_Your instructions_
Say how many lines in the data below contain the word "alpha", and give no other text.
*-*-*
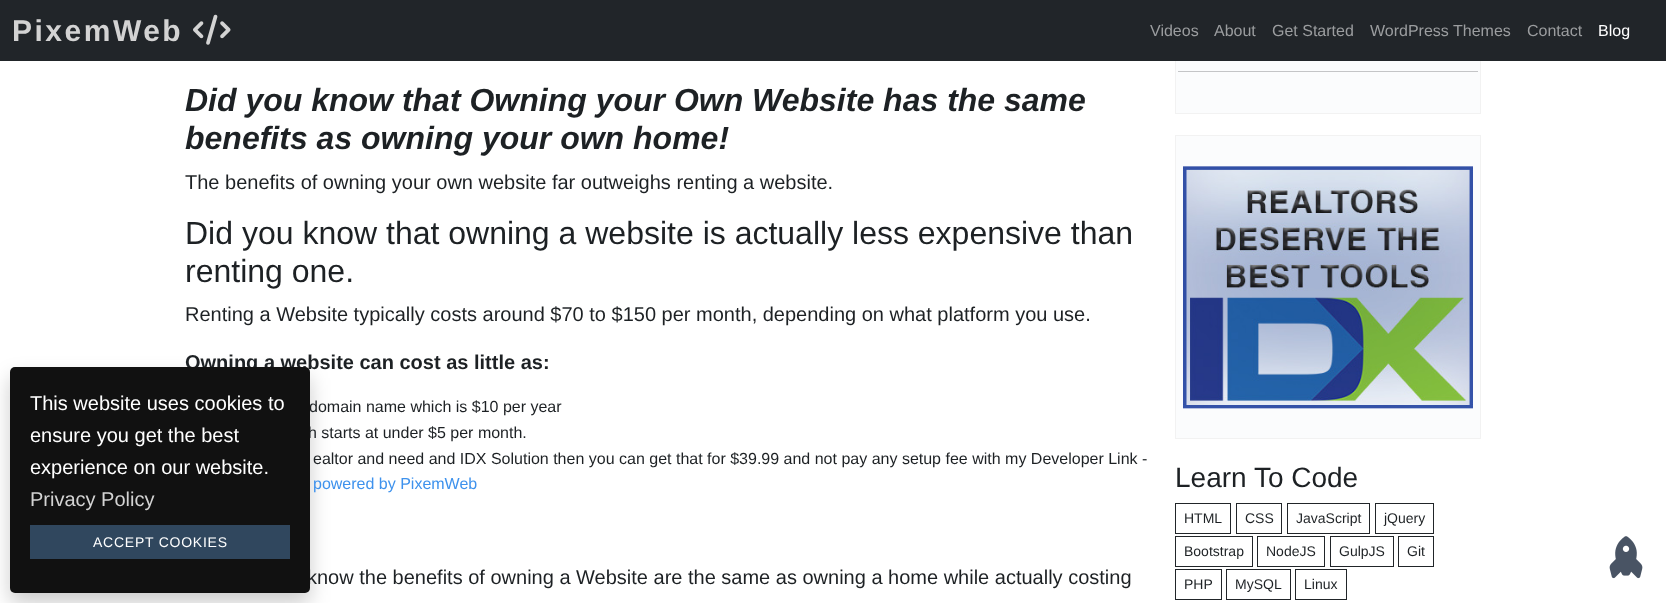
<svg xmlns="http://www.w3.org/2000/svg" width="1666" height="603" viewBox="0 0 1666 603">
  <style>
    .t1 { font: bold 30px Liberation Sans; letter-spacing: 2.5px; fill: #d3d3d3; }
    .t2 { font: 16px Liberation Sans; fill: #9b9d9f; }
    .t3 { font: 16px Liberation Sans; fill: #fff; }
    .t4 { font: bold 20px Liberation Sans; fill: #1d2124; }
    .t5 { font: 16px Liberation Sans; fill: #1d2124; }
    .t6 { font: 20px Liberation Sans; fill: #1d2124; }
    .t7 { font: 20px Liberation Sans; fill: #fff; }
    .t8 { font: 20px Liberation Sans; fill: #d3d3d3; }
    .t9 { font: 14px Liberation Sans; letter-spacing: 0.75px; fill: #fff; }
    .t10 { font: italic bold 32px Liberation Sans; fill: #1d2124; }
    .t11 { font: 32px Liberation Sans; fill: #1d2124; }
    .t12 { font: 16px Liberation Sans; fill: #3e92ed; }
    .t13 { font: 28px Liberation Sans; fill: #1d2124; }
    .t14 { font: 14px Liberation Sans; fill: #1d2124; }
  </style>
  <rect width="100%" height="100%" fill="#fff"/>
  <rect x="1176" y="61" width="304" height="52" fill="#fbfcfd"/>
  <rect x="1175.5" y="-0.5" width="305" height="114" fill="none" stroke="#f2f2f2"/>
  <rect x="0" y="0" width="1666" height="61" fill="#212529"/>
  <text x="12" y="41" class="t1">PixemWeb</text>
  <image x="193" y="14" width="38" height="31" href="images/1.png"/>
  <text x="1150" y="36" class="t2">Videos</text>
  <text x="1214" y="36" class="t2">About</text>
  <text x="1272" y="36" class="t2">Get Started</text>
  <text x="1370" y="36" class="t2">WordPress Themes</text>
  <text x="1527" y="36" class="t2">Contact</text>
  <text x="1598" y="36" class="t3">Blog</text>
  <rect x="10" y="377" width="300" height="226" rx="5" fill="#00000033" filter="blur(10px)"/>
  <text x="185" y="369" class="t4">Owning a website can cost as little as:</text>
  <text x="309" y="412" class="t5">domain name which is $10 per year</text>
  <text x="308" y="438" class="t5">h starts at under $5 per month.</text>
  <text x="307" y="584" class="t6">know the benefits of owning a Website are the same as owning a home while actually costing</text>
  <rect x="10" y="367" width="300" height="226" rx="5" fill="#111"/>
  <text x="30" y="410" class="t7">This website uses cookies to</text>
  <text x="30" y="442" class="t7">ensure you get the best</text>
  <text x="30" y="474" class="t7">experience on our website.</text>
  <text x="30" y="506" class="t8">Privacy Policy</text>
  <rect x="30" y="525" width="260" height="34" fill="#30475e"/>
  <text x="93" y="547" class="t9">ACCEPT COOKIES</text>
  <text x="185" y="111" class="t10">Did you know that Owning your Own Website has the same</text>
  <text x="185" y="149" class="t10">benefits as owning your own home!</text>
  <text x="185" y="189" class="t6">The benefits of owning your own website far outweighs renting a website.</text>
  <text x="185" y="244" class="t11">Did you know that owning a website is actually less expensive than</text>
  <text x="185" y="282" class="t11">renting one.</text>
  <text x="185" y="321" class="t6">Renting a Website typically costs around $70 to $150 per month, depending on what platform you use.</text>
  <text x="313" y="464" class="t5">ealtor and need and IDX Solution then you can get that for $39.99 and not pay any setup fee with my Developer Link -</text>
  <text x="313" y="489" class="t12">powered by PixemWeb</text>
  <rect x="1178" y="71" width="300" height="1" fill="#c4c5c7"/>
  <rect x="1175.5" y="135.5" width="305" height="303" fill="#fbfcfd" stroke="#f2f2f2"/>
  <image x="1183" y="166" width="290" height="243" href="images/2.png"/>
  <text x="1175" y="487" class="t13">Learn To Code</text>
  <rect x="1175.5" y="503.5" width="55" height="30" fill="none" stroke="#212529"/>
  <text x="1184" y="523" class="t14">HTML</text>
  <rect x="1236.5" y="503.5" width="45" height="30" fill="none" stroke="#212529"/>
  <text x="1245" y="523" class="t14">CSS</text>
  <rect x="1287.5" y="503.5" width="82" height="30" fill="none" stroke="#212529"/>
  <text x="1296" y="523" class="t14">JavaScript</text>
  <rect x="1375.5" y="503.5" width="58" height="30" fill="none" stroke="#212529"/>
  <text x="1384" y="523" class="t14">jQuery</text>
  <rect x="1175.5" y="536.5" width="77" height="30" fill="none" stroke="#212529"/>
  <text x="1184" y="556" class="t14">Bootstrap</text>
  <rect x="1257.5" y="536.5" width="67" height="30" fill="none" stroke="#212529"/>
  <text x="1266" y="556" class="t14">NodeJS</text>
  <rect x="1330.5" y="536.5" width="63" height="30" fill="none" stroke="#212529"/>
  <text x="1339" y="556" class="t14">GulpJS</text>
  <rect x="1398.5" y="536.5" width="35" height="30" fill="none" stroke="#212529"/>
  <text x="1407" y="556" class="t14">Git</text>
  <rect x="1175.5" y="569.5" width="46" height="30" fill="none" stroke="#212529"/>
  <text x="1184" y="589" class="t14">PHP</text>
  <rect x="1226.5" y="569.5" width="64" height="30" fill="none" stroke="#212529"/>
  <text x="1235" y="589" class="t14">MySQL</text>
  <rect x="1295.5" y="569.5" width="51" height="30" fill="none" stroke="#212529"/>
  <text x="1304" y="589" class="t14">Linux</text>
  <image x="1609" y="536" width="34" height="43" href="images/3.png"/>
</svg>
*-*-*
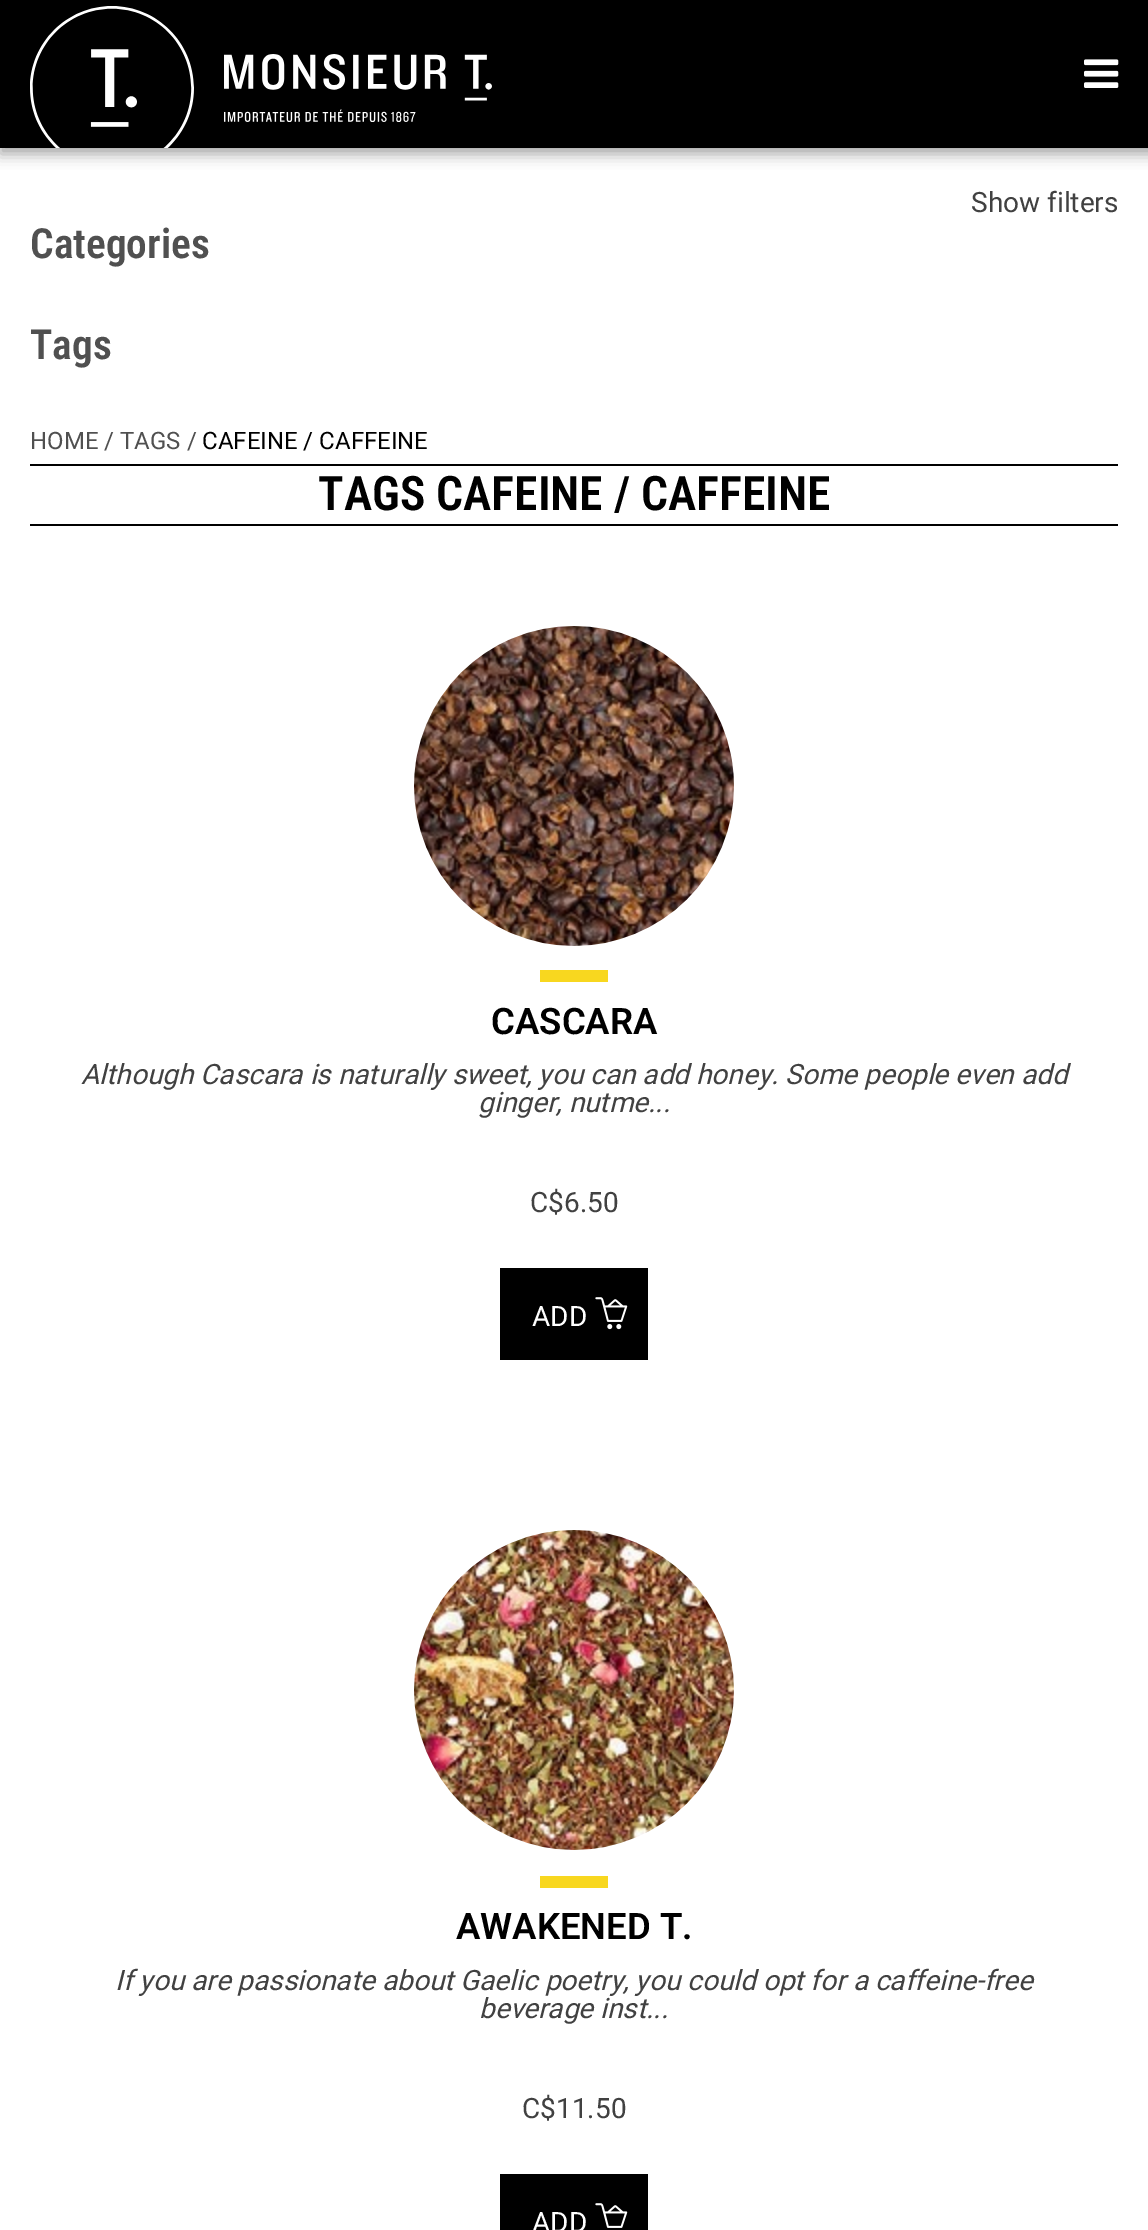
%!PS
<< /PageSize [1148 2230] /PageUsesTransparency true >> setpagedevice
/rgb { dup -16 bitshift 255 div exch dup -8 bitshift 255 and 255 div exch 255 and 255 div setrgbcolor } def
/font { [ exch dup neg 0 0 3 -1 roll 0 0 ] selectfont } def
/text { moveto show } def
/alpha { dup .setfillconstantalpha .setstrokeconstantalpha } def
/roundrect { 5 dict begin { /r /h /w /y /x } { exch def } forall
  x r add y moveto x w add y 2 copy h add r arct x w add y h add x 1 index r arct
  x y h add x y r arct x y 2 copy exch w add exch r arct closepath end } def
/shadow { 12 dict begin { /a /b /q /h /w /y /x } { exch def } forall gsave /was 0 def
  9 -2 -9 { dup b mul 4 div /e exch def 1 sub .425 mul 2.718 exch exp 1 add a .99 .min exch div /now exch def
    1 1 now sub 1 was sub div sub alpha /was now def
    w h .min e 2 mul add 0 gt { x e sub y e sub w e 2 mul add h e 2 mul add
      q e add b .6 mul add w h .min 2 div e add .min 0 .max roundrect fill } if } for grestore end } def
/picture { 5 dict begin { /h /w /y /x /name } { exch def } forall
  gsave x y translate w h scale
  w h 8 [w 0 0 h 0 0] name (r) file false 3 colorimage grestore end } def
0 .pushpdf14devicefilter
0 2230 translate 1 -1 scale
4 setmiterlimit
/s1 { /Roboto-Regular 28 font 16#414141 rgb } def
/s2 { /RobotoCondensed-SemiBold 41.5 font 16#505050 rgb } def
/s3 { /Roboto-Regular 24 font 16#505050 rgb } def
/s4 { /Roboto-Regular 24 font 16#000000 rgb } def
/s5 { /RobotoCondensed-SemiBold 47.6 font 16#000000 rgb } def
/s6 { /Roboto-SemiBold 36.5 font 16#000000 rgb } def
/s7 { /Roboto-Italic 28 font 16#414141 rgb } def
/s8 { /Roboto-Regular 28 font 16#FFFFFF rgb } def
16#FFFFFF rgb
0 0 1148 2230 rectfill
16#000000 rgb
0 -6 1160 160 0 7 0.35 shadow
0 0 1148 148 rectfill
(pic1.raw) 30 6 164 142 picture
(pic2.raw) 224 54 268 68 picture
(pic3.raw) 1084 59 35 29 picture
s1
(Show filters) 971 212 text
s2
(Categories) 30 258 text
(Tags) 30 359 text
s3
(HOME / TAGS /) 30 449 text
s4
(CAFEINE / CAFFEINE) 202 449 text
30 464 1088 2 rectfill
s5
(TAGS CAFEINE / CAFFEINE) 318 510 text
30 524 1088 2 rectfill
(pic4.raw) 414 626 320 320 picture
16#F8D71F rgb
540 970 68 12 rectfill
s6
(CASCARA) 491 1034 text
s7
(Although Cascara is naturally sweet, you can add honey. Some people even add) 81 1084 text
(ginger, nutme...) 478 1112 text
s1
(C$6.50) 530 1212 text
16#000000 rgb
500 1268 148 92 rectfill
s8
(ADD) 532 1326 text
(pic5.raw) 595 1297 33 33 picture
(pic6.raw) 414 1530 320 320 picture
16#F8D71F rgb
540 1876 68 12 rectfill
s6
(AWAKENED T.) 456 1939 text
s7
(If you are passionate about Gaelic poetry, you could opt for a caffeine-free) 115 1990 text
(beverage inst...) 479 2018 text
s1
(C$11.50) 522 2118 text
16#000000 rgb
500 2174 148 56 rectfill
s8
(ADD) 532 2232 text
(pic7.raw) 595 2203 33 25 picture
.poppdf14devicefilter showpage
*-*-*
_Written solution_
2